(Dataset records)
________________________________________
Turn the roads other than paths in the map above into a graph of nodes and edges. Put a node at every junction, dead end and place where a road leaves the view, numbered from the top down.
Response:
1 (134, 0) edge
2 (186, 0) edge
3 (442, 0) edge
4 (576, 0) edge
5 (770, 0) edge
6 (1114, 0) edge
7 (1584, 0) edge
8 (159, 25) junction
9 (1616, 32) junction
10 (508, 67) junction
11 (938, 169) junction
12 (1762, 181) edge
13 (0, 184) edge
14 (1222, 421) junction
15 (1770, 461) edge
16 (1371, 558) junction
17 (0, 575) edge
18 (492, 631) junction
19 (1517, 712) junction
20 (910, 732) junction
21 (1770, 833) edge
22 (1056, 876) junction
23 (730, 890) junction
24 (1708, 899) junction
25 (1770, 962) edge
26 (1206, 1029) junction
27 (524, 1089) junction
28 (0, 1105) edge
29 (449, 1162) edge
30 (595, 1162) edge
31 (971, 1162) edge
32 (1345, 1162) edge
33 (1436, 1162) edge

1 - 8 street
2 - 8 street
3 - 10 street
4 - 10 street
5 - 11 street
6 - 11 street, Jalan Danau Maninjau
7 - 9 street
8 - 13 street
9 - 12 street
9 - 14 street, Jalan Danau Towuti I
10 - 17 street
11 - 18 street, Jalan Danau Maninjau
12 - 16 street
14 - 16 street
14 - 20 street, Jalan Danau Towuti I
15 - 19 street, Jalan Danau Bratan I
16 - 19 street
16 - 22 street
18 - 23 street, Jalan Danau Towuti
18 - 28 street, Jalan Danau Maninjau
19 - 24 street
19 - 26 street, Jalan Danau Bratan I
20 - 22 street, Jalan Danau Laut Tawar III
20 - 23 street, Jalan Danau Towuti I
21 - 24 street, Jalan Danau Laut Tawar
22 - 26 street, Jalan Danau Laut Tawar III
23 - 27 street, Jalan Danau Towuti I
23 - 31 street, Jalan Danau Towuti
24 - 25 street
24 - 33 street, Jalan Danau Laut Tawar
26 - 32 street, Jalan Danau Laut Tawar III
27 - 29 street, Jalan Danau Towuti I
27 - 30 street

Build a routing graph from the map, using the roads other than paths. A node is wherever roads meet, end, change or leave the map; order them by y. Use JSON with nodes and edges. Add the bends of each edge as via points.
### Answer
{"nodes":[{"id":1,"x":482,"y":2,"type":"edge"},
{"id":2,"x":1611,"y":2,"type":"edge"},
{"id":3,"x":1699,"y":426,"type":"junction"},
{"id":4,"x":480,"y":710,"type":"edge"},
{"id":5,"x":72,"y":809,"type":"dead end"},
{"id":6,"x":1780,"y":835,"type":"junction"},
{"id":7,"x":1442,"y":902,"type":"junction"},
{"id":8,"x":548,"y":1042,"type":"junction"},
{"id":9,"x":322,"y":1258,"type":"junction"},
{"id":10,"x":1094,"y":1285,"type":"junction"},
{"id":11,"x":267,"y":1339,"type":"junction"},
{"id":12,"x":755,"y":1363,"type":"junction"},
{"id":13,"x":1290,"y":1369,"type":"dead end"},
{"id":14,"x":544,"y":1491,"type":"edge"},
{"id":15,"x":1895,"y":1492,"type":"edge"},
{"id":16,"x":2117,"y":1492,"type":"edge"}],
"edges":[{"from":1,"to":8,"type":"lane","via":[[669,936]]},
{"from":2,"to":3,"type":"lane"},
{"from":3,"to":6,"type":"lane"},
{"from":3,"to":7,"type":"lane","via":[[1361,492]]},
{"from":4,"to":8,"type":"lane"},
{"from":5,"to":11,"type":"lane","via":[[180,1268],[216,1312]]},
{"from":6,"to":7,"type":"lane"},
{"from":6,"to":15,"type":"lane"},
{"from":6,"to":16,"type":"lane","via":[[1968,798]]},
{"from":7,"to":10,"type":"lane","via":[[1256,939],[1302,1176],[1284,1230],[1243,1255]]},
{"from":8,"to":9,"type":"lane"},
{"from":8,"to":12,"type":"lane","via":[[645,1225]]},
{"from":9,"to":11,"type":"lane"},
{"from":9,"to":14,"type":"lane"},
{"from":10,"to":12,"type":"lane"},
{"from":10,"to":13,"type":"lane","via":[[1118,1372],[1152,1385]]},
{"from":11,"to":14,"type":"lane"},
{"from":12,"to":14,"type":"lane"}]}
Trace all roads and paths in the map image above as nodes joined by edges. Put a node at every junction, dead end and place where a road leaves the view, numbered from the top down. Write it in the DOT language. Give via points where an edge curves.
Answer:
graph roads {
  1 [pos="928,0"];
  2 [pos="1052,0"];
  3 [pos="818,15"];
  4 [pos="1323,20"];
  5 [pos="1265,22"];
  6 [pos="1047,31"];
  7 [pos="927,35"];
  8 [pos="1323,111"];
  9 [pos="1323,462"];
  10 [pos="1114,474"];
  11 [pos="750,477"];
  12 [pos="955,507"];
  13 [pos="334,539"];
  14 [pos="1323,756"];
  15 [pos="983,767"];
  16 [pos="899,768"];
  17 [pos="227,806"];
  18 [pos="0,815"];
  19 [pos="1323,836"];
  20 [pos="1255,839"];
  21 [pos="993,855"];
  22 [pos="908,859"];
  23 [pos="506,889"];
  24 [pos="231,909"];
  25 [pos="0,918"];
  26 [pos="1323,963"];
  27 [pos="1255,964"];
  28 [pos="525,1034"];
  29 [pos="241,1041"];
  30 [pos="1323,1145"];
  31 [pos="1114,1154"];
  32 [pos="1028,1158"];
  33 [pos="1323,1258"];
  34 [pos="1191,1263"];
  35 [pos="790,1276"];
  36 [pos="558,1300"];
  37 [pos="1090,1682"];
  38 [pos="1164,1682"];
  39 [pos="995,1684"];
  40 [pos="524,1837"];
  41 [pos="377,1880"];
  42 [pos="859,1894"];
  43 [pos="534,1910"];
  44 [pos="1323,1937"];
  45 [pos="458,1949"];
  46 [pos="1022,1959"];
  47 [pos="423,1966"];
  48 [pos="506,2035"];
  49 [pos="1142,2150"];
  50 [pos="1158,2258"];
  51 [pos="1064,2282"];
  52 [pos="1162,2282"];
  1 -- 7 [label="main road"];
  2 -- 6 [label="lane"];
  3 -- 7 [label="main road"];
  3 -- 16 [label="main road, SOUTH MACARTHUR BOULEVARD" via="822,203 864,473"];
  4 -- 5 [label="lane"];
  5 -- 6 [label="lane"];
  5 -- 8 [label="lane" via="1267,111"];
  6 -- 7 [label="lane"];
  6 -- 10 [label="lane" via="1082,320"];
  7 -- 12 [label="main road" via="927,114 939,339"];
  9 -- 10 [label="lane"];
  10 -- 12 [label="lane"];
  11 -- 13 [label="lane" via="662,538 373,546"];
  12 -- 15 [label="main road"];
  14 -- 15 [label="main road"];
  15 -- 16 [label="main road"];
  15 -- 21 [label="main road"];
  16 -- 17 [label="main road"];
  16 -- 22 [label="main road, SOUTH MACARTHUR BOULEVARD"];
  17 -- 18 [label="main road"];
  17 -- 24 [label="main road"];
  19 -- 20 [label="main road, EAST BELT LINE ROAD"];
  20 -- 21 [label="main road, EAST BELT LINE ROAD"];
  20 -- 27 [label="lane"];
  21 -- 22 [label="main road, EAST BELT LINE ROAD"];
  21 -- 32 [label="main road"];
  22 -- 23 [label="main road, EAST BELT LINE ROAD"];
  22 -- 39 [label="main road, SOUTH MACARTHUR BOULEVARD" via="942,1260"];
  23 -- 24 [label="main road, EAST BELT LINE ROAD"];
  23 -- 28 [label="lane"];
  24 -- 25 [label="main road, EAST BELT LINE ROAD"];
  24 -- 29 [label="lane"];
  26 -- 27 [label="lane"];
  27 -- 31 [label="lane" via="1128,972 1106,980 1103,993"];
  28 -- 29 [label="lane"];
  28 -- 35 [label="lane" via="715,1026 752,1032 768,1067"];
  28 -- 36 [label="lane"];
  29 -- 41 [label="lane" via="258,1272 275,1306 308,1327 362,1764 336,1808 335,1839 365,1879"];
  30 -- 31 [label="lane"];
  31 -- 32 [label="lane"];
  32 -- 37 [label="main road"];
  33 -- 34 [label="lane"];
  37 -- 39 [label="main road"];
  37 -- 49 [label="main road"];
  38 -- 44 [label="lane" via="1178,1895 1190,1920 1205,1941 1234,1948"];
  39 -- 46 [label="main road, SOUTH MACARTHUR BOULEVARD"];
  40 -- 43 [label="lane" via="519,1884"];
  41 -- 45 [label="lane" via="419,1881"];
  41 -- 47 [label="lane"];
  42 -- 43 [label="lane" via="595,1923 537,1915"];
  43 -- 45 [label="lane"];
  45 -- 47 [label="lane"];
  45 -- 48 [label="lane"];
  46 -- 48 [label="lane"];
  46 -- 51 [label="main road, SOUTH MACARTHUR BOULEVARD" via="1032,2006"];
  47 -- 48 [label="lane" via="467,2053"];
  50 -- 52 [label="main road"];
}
________________________________________
### Prompt
When a line of the records includes "Maninjau", that line belongs in the answer.

### Result for this exercise
6 - 11 street, Jalan Danau Maninjau
11 - 18 street, Jalan Danau Maninjau
18 - 28 street, Jalan Danau Maninjau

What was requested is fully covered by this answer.